His audience was not ideal. Six men, naked as the day they were born, dangled upside-down from the lower branches of a sturdy oak. They were suspended by their own belts and bootlaces, which had been expertly knotted and thrown over the branches in a series of complex, inescapable hitches—a skill Cyd had perfected for securing game. Their faces were flushed purple with trapped blood and terror.

They stared at the young man with the snow-white hair, who looked for all the world like a scholar who had taken a wrong turn. They had made that assumption an hour ago. It had been a catastrophic error.

"S-spare us, good sir!" the one with a single milky eye stammered. He had been elected spokesman by the desperate, silent glares of his five companions.

"How curious," Cyd mused, his voice light. He reached into his pack, rummaged for a moment, and withdrew a perfectly polished red apple. He took a loud, crisp bite. "If our positions were reversed—if I were the one hanging there, begging for mercy—what would you have done?"

"We… we would have let you go! Of course!" the one-eyed bandit lied, the words tasting like ash. "We're not murderers!"

"Is that so?" Cyd took another bite, chewing thoughtfully. "How… neighborly of you."

He wasn't an idiot. He'd heard their crude boasts as they'd surrounded him, drawn by the sight of a lone traveler with a pack that promised riches. The promises of what they'd do to him before they killed him, the graphic descriptions of how they'd divide his (nonexistent) wealth… he'd filtered most of it out. But the intent had been clear.

"Yes! Very neighborly! We're all friends here!" One-Eye pleaded, a tear of pure panic leaking from his good eye.

Right. Cyd swallowed the bite of apple. The bandits' strength had been their downfall. They'd charged him as a group, a wall of grimy muscle and rusty iron. Cyd, trained for three years by a being who saw the flow of combat like a master composer reading a score, had simply… not been there. He'd used their own momentum, their clumsy swings and overcommitted charges. A sidestep here, a hooked ankle there. A precise, shin-kicking stomp to disrupt balance. A palm-heel strike to the solar plexus that didn't need to break ribs, just paralyze the diaphragm for ten seconds. One by one, they'd fallen, wheezing and stunned, until he stood amid a groaning pile of would-be predators. Disarming them had been simple. Stringing them up had been a practical exercise in knot-tying.

"So, my 'friendly' acquaintances," Cyd said, leaning forward. He used his boot to scuff a small hole in the soft earth, then carefully placed the apple core inside. "Where might I find the forge of Hephaestus?"

One-Eye's face went slack. The question was absurd. It was like asking a slug for directions to Olympus. They were dirt-poor bandits, not pious scholars. But to not answer was to invite a slow, inverted death by exposure or thirst. He had to say something.

"You… you go west!" he blurted, the first direction that popped into his head. "Through this forest! Keep going west! You'll find… a mountain of bronze! A whole palace of it! That's where he is! I swear it!"

Cyd raised a pale eyebrow. He used the toe of his boot to gently cover the apple core with soil, patting it down.

"You swear?" Cyd's voice was dangerously mild.
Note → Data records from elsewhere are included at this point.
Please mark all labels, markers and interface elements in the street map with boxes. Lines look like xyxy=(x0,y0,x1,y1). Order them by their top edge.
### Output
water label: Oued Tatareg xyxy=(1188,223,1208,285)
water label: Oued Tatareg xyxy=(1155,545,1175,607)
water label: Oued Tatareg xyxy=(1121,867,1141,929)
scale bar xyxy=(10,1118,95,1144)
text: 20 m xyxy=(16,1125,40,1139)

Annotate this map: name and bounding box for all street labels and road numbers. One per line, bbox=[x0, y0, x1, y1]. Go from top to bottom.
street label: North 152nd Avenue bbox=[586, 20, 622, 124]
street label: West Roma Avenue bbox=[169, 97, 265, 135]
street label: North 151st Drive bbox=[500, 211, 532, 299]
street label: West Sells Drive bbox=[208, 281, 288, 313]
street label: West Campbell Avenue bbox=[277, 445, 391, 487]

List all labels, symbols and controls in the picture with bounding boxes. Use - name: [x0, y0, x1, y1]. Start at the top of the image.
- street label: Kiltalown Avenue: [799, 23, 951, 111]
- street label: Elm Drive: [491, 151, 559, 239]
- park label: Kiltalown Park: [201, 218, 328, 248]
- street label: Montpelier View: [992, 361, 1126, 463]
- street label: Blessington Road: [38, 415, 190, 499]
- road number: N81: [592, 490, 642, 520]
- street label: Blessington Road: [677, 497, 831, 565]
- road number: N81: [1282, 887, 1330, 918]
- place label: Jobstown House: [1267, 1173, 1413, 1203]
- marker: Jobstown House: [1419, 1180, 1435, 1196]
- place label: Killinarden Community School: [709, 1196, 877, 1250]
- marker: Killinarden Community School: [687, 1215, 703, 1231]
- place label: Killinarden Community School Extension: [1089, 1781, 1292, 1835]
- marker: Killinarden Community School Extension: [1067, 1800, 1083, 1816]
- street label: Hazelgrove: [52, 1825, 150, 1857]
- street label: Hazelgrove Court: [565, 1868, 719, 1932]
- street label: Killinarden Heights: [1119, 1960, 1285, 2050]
"I do! By all the gods on Olympus, I swear it!" One-Eye cried, the oath ripping from his throat in a final, desperate bid for credibility.

"Is that so?"

Cyd reached down and plucked a straight, foot-long twig from the ground. He held it up, examined it, then, without ceremony, tossed it spinning into the air above the clearing.

"O, gods who witness oaths," Cyd intoned, his voice taking on a formal, ritualistic edge that made the hanging men freeze. "Guide this branch. Let its pointed end show me the true path I should take."

What in Hades' name is this? One-Eye's brain short-circuited.

"If the point faces west," Cyd continued casually, "I shall take your word as truth."

Sssssss-WEST! The mental scream from six inverted brains was almost audible. As one, the bandits craned their necks, their eyes bulging, tracking the spinning stick as if their souls depended on its trajectory. One-Eye focused his entire willpower, his singular eye wide with insane concentration, as if he could psychically nudge the wood through the air.

The stick tumbled, end over end, in the lazy afternoon light.

It began to descend.

The pointed end wavered, shifted… and settled, pointing unequivocally to the east.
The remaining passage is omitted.